Data for review:
==================================================
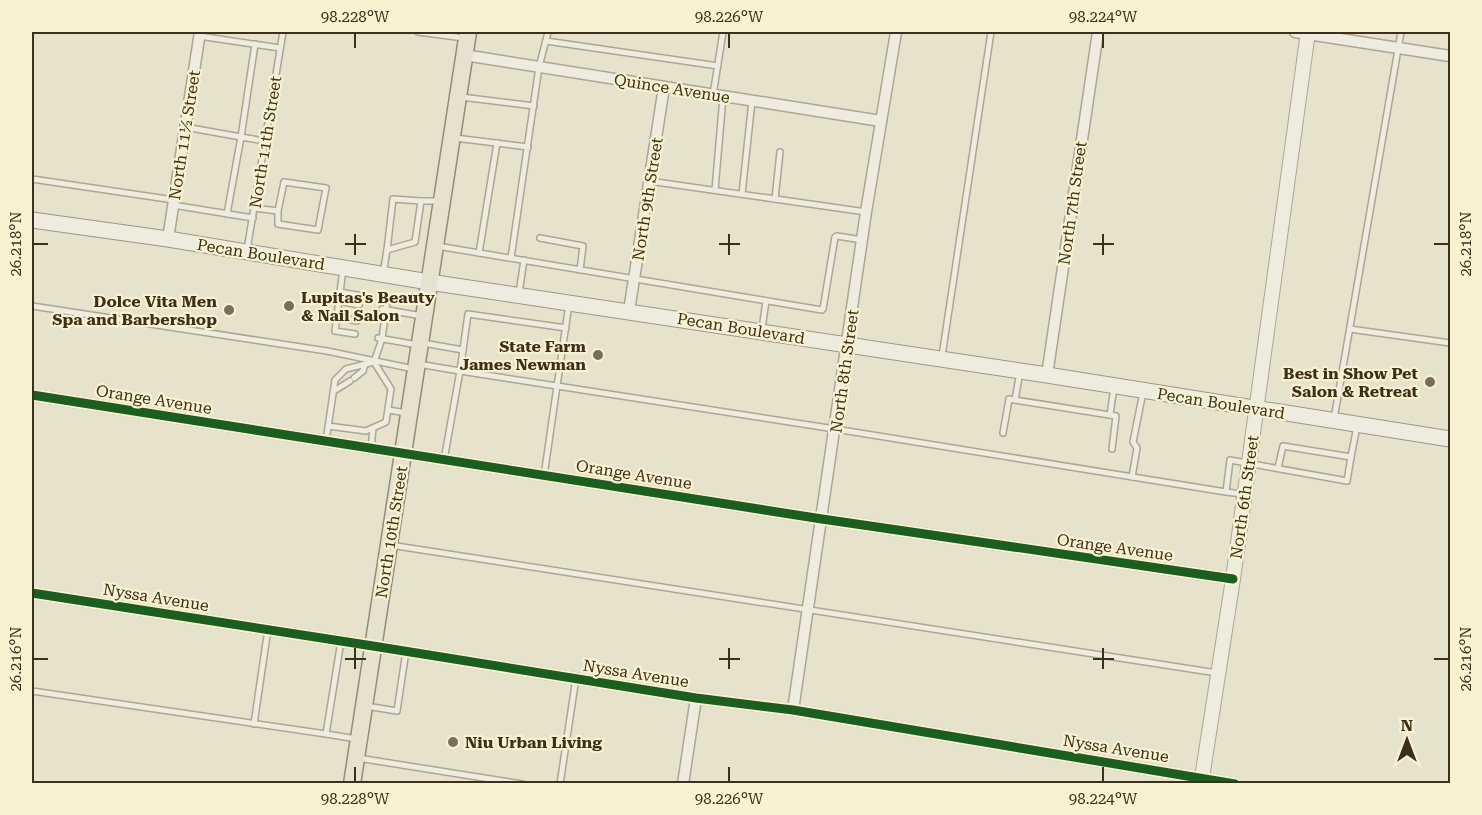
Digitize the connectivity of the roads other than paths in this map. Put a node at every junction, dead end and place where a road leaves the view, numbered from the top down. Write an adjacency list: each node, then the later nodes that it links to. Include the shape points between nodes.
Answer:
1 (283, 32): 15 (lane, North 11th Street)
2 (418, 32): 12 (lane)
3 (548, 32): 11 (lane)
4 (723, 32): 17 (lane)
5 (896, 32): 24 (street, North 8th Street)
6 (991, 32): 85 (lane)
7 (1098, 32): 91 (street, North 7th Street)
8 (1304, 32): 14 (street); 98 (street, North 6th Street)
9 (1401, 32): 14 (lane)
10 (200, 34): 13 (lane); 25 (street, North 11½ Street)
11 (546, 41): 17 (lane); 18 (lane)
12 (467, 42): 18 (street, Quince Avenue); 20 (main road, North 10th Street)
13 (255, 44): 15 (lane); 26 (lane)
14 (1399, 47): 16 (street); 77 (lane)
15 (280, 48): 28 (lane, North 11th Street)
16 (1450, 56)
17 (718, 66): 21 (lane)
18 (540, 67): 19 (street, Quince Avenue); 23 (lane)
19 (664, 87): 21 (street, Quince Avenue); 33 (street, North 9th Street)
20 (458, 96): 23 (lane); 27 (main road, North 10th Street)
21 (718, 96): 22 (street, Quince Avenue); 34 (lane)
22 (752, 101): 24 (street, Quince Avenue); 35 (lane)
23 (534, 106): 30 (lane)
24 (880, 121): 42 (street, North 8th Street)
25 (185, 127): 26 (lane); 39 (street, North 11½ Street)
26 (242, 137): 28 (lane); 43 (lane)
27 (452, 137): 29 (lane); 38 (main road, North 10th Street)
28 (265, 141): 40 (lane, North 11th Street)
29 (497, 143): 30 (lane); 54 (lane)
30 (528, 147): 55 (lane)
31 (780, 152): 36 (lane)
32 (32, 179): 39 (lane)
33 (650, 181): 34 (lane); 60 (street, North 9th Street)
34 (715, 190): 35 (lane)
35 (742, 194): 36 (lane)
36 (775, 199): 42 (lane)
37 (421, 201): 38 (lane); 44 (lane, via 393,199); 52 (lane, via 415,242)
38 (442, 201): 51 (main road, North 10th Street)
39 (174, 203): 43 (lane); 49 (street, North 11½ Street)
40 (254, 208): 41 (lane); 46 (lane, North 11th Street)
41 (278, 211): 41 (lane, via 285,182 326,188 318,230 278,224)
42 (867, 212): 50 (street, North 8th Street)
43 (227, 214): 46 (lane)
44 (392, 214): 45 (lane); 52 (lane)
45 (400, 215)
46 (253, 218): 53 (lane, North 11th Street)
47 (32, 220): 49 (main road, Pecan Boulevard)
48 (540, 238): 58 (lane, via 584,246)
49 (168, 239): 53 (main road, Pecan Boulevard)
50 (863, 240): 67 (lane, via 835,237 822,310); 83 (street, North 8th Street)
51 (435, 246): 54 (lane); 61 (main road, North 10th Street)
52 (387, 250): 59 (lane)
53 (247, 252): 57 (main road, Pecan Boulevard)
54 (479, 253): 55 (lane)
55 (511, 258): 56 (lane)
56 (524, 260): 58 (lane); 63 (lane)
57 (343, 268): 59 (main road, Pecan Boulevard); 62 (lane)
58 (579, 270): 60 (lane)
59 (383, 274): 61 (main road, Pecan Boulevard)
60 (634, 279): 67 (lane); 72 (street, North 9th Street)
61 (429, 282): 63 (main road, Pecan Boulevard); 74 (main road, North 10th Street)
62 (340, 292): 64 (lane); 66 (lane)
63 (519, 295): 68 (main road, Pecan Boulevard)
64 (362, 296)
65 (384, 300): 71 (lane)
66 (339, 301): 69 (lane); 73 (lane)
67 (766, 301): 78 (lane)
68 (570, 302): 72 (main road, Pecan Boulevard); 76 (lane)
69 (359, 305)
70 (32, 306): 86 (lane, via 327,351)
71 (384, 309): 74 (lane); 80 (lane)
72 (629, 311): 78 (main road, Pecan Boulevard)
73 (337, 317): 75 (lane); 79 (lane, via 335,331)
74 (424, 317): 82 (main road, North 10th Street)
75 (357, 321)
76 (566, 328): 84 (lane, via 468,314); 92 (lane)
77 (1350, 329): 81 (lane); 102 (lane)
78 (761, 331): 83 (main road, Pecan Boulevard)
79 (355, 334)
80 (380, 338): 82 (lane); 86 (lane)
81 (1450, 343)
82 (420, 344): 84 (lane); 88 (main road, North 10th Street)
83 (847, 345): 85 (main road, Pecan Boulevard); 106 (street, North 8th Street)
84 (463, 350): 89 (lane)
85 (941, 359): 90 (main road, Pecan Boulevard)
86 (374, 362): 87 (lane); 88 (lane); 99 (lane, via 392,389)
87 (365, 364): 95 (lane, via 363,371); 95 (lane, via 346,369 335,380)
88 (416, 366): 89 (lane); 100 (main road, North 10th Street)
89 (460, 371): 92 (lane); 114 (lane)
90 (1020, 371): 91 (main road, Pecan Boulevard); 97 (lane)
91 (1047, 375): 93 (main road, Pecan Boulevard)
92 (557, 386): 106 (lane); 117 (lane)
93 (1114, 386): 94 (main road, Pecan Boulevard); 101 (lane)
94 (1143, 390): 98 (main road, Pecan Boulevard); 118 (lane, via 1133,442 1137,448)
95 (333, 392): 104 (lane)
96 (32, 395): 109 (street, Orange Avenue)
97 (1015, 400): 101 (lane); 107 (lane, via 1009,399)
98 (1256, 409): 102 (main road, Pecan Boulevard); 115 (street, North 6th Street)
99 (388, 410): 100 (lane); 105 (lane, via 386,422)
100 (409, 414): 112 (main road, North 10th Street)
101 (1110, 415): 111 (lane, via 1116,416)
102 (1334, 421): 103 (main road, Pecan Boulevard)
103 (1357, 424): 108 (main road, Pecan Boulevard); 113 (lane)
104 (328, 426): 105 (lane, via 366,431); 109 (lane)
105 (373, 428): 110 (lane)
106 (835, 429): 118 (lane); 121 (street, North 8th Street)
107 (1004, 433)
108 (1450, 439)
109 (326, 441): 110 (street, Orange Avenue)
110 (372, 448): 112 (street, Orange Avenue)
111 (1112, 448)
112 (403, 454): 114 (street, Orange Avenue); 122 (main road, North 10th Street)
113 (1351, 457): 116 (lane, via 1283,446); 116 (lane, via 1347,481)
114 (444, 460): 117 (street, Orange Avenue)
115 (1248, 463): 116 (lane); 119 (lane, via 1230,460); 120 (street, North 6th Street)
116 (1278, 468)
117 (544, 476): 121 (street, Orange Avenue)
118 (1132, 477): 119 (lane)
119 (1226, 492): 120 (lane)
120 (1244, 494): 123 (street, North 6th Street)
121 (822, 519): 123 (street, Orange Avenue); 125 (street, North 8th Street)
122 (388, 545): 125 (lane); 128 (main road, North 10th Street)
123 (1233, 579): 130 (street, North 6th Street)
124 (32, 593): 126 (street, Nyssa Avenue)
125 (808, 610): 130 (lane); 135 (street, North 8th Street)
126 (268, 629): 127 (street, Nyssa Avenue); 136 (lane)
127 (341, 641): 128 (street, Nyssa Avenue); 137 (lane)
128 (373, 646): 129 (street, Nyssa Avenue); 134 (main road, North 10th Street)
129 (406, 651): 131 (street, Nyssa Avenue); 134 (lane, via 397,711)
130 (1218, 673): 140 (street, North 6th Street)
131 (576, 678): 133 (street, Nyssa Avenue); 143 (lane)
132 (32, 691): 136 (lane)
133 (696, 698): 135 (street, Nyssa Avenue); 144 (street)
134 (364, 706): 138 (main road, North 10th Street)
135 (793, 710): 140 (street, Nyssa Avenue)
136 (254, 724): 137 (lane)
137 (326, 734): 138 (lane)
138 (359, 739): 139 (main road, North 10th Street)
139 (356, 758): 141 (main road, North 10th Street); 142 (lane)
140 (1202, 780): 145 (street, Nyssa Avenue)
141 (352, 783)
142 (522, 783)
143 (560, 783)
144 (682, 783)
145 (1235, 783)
==================================================
Tally the lines above that include "Quince", and reply with only the tally.

5